Really though the greater issue is that we don't put a lot of regen stats on PvP gear, and ultimately we don't want to. That makes Innervate a lot better in PvE than PvP. PvP Balance druids seem to have mana problems. Solving that through Innervate, the ability you get that, you know, is supposed to give you mana, is an attractive solution.

This is a bigger discussion, but we have muddied the waters by converting Int into a regen stat and Spirit into a damage stat for so many casters. Long term, we would like to clean that up somewhat. Regen in general has always been just a little too confusing in WoW. We think we can make it a more straight-forward concept without losing any depth.
#63 - April 24, 2009, 12:02 a.m.
Blizzard Post
I understand your concern for your spec in PvP, but when you respond to an issue with "Yes, but that's not really what we want to talk about, here are these 6 other things you must address," it makes me reluctant to want to post at all.

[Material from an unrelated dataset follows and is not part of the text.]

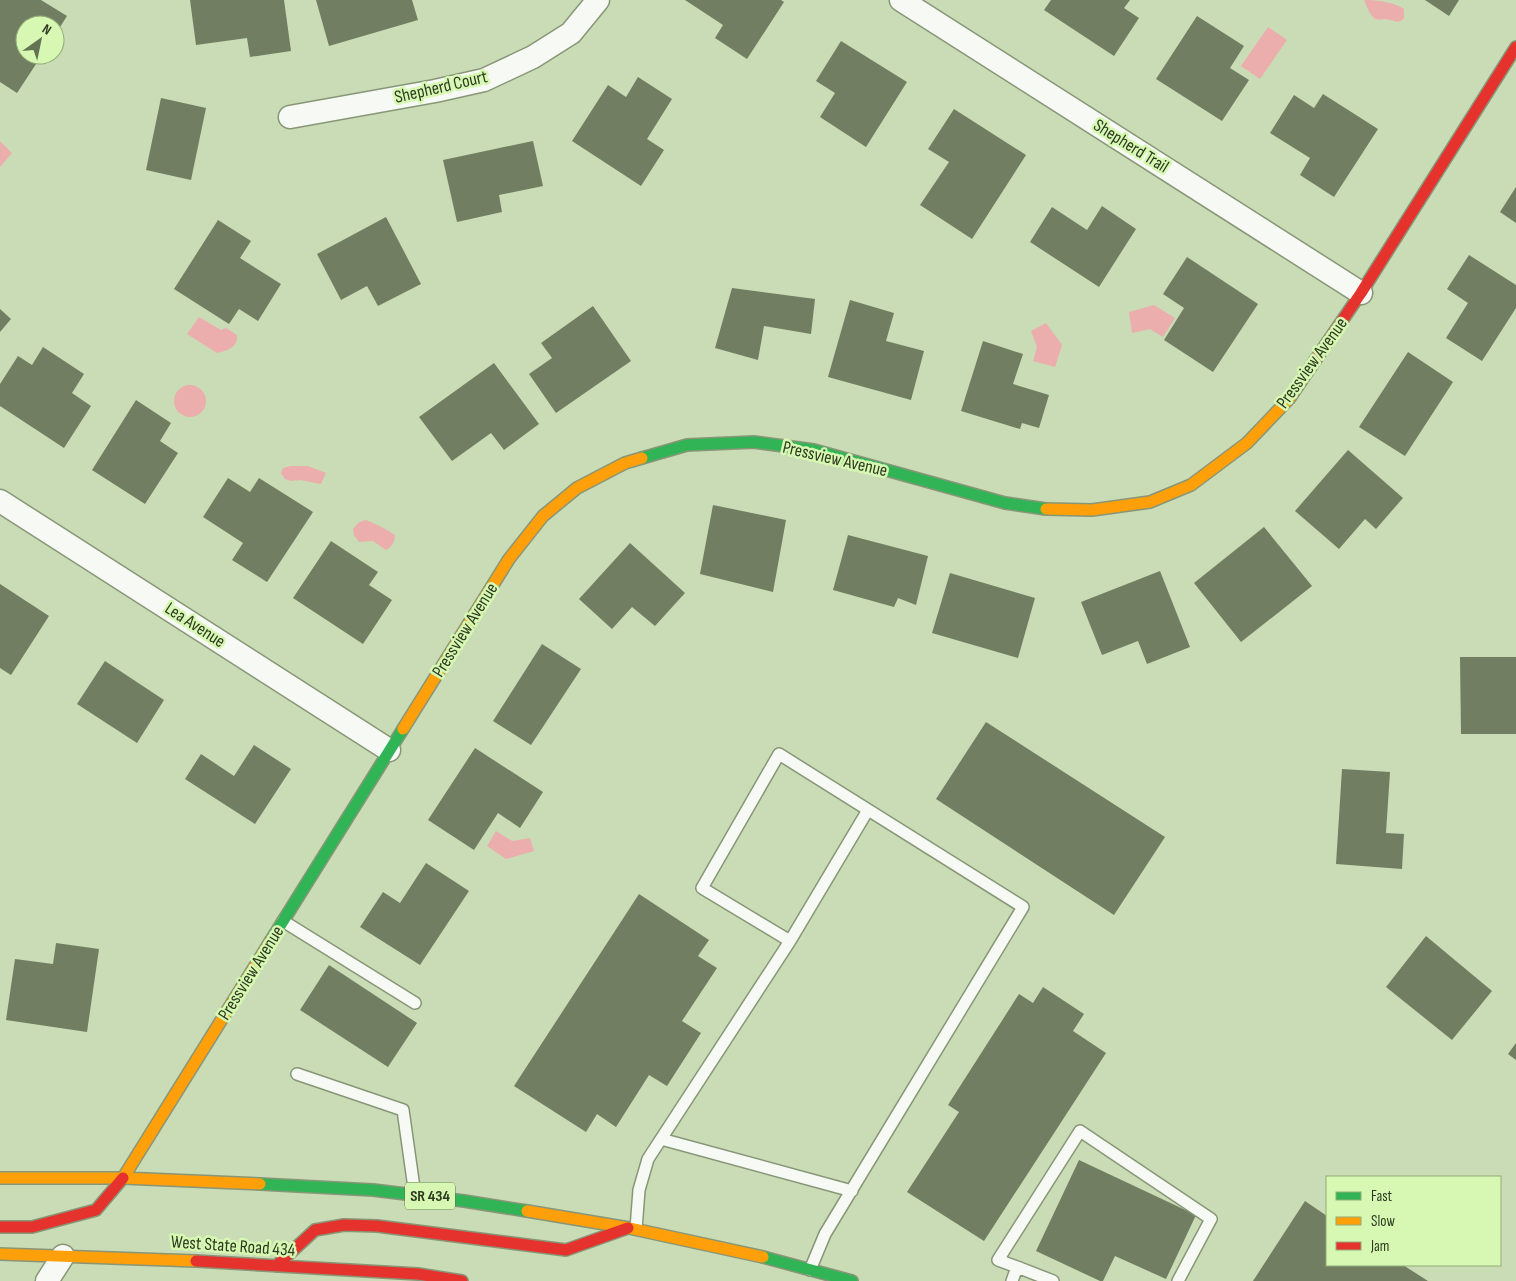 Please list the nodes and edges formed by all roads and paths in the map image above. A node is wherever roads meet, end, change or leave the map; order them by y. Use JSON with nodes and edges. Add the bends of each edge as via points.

PvP mana regeneration is something we are talking about a lot right now, so when I saw a thread that brought up the exact same discussion, it was fresh on my mind and I thought it was appropriate to respond.
#167 - April 24, 2009, 10:02 p.m.
Blizzard Post
Q u o t e:
A change to scaling % of mana would be good for all the druid specs. A flat non-scaling number is more problematic in the long run, since eventually a new expansion will come out with new #'s, and you'd have to balance how much mana it gave at each rank, and would be a pain in the neck.

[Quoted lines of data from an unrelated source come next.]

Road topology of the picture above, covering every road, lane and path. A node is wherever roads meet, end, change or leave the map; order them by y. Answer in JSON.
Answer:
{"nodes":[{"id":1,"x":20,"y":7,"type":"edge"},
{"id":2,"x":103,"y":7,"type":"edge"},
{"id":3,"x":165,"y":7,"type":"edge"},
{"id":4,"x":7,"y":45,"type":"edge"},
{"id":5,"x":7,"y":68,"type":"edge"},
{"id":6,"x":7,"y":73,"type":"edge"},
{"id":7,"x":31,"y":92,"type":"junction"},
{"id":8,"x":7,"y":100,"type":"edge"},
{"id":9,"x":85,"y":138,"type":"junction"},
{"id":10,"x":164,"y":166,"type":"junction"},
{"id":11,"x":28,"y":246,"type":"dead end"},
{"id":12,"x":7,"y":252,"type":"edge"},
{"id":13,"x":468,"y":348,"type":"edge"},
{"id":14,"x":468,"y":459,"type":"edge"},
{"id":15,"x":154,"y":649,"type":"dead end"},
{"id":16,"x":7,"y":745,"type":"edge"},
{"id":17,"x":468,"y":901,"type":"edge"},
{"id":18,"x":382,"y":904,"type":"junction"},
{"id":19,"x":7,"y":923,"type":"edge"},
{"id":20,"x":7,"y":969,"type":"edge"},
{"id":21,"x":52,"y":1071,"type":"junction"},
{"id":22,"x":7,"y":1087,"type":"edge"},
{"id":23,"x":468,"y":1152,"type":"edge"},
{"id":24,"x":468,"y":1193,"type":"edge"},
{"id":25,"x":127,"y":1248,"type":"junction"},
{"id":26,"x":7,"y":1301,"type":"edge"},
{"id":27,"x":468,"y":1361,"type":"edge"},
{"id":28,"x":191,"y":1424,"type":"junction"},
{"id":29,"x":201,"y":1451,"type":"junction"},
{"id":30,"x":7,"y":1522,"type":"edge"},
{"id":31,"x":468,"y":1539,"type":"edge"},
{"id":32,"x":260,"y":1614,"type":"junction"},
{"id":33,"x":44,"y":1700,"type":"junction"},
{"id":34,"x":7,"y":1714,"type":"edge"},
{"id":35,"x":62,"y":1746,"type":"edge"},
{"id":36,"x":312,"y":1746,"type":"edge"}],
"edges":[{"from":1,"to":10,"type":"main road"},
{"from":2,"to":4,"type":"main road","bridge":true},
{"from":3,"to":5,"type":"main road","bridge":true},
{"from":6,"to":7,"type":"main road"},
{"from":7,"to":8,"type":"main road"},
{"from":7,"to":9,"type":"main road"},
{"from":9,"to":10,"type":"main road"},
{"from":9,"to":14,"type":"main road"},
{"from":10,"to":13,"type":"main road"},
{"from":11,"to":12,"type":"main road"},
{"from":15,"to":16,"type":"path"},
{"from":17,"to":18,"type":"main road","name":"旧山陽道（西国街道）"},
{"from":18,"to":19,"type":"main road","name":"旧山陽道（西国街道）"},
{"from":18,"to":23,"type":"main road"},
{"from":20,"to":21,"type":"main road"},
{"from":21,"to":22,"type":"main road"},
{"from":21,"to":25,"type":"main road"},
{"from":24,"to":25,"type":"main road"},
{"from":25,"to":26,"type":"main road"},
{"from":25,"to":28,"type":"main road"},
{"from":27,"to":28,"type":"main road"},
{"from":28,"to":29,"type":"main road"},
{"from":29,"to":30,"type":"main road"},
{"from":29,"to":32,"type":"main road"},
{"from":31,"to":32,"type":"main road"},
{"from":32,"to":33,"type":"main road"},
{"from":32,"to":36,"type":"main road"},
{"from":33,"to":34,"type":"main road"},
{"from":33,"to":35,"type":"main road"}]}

I was actually talking more about a flat number (or a relatively flat number). If it’s a percentage then it still risks being too good in PvE and too weak in PvP. In this case the difference in mana pools is the whole problem, so scaling the amount regenerated to the size of your pool doesn’t fix the disparity. (It would be different if say the PvP boomkin had less mana but also cheaper spells.)

It would have small scaling problems for the next few content patches, but I don’t think we are going to see many druids with 40K mana anytime soon. Long-term we could always add ranks (the way Wrath has ranks) to keep it scaling at higher (or lower) levels.

Q u o t e:
good luck getting anyone to take leather gear with spirit on it now...to take that a step further, why should we even take imp moonkin form now since we wont have any use for spirit now and most raids (inc my own) don't go without a ret pally?

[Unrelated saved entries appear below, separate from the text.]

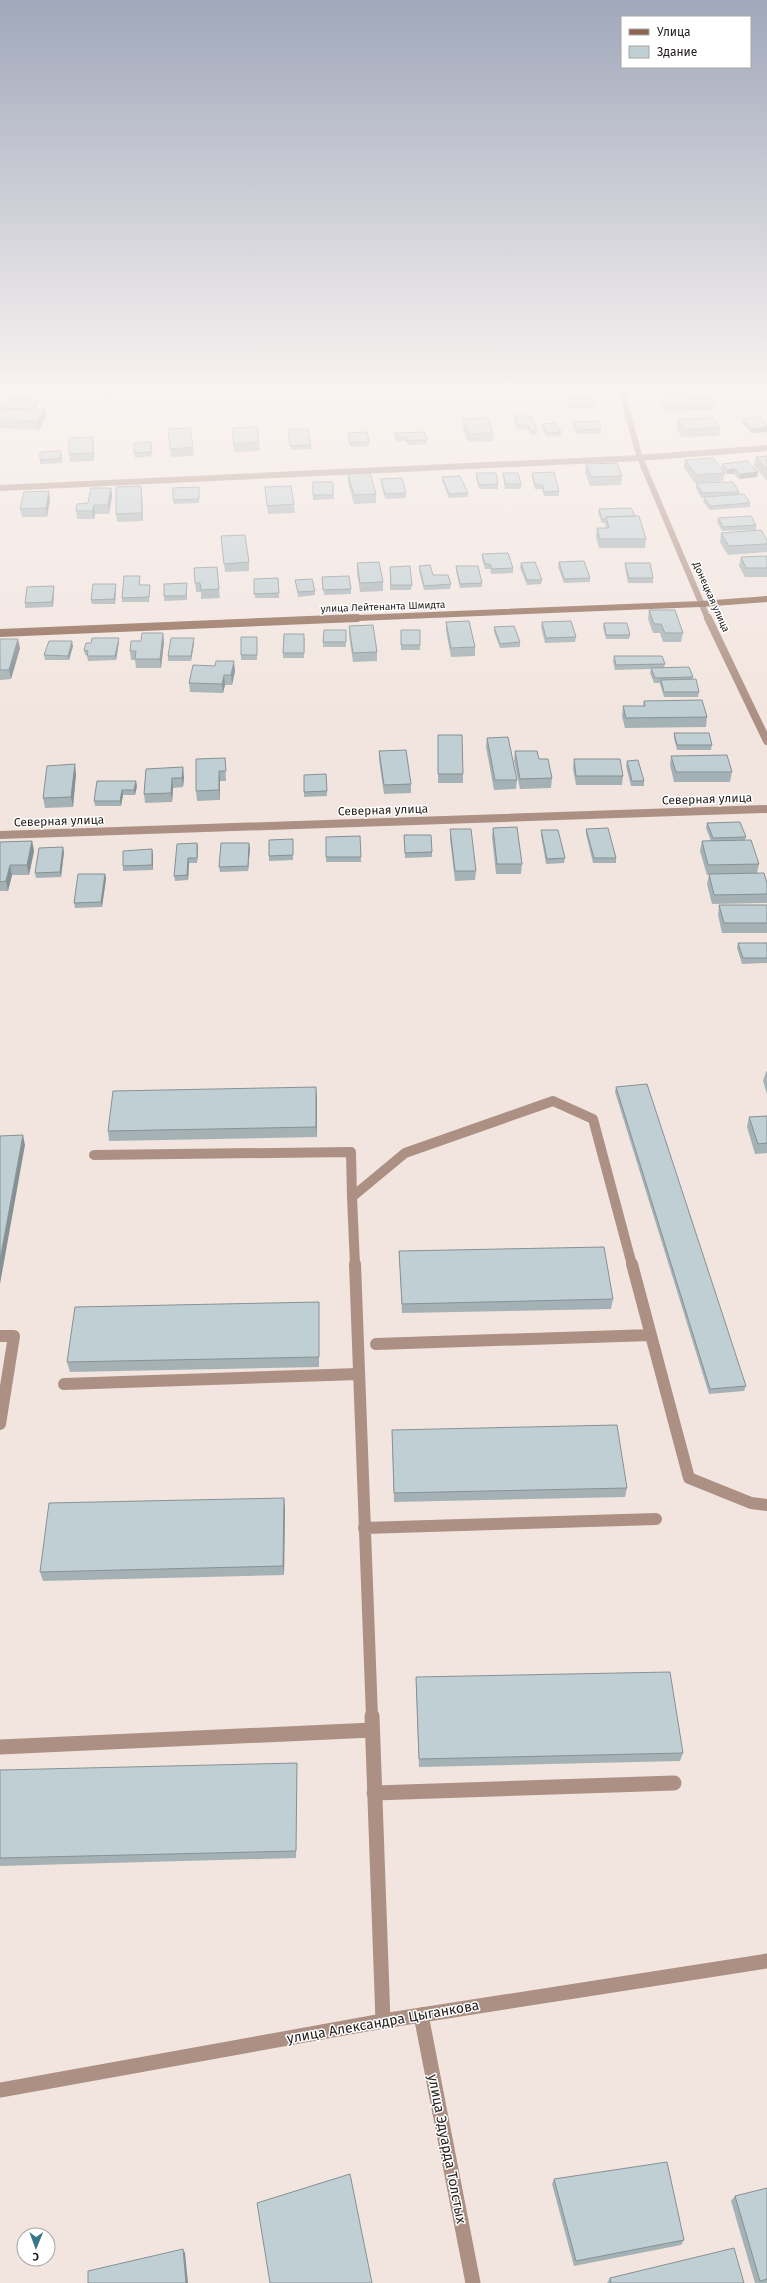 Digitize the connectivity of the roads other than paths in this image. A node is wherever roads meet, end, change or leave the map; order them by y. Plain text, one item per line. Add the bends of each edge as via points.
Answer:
1 (656, 497) edge
2 (767, 598) edge
3 (702, 604) junction
4 (0, 633) edge
5 (767, 741) edge
6 (767, 809) edge
7 (0, 835) edge
8 (94, 1155) dead end
9 (352, 1197) junction
10 (651, 1335) junction
11 (0, 1336) edge
12 (376, 1344) dead end
13 (358, 1374) junction
14 (64, 1384) dead end
15 (0, 1424) edge
16 (767, 1505) edge
17 (656, 1519) dead end
18 (364, 1528) junction
19 (372, 1730) junction
20 (0, 1747) edge
21 (674, 1783) dead end
22 (374, 1793) junction
23 (767, 1960) edge
24 (421, 2015) junction
25 (383, 2021) junction
26 (0, 2090) edge
27 (473, 2283) edge

1 - 3 street, Донецкая улица
2 - 3 main road, улица Лейтенанта Шмидта
3 - 4 main road, улица Лейтенанта Шмидта
3 - 5 street, Донецкая улица
6 - 7 street, Северная улица
8 - 9 street via 351,1152
9 - 10 street via 405,1153 553,1101 594,1119
9 - 13 street
10 - 12 street
10 - 16 street via 689,1478 751,1503
11 - 15 street via 14,1336
13 - 14 street
13 - 18 street
17 - 18 street
18 - 19 street
19 - 20 street
19 - 22 street
21 - 22 street
22 - 25 street
23 - 24 street, улица Александра Цыганкова
24 - 25 street, улица Александра Цыганкова
24 - 27 street, улица Эдуарда Толстых
25 - 26 street, улица Александра Цыганкова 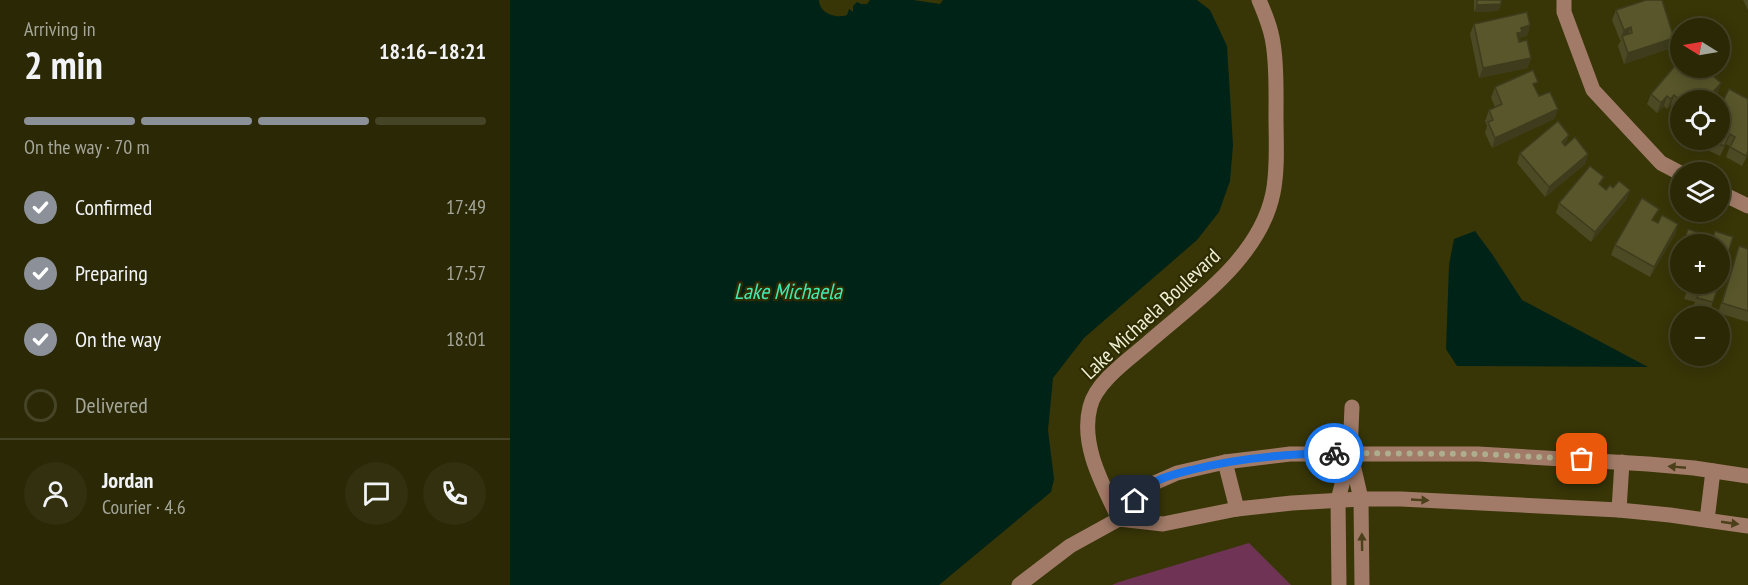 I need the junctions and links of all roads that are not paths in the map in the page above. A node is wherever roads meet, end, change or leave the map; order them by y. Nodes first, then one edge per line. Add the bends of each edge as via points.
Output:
1 (1259, 0) edge
2 (1564, 0) edge
3 (1670, 168) edge
4 (1730, 197) edge
5 (1748, 206) edge
6 (1352, 407) dead end
7 (1350, 453) junction
8 (1225, 462) junction
9 (1622, 462) junction
10 (1713, 471) junction
11 (1748, 476) edge
12 (1361, 499) junction
13 (1338, 500) junction
14 (1237, 509) junction
15 (1619, 510) junction
16 (1119, 519) junction
17 (1707, 520) junction
18 (1748, 526) edge
19 (1019, 585) edge
20 (1339, 585) edge
21 (1362, 585) edge

1 - 16 street, Lake Michaela Boulevard via 1268,21 1276,63 1276,174 1272,196 1252,243 1234,266 1110,376 1092,398 1089,443
2 - 3 street via 1564,12 1593,90 1661,163
4 - 5 street
6 - 7 street
7 - 8 street via 1290,454
7 - 9 street via 1478,454
7 - 12 street
7 - 13 street
8 - 14 street
8 - 16 street via 1177,473 1152,484
10 -> 9 street
9 - 15 street
10 - 11 street
10 - 17 street
12 - 13 street
12 -> 15 street
21 -> 12 street
13 - 14 street
13 - 20 street
14 - 16 street via 1162,524
15 - 17 street
16 - 19 street via 1070,546
17 -> 18 street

I don’t think many Balance druids were stacking spirit for its benefit to Innervate. Crit is almost as good as spirit for regen, and when you consider its non-regen benefits, you probably will want it over spirit every chance you can get. Longer term we might look at something like Lunar Guidance or Dreamstate tying into spirit instead of int. However as I said (was it above or in another thread?) we need to make sure we’re happy with the way spirit works overall before we monkey around with it too much.
#191 - April 25, 2009, 12:03 a.m.
Blizzard Post
Q u o t e:
Make Innervate scale based on Base Mana, like everything else. Maybe 5x base mana total. Now the spell will scale to level 90 for the new expansion.


Our thought exactly.

Q u o t e:
Uh, what? Evocate works like that, and PvP mages aren't complaining about not receiving enough mana from it. I'm pretty sure if Moonkins could get 60% of their mana restored from Innervate every time, they'd be stoked.


Mages don’t have a healing spec. :)

Q u o t e:
So let me get this right, it should give a bout 15k mana, but you won't make it percentage based because on some classes it will return far too little because their mana pool is too small, like a hunter or ret pala.


No, I only meant the difference between a druid in a PvP (low mana) versus a PvE (much higher mana) environment. We don’t want to be in a situation where a Resto druid could get back say 25,000 mana (or give it to a priest or paladin) in a raid at level 80. It’s not nearly as scary for a mage, who can’t use it to heal and can’t hand it out to another player.

The cooldown is long, and that is something we would consider lowering if we continue to see mana problems. We just want to be cautious, because such a change would just mean free mana for a raid. You may not be running out of mana healing Ulduar, but the healers on the hard modes are.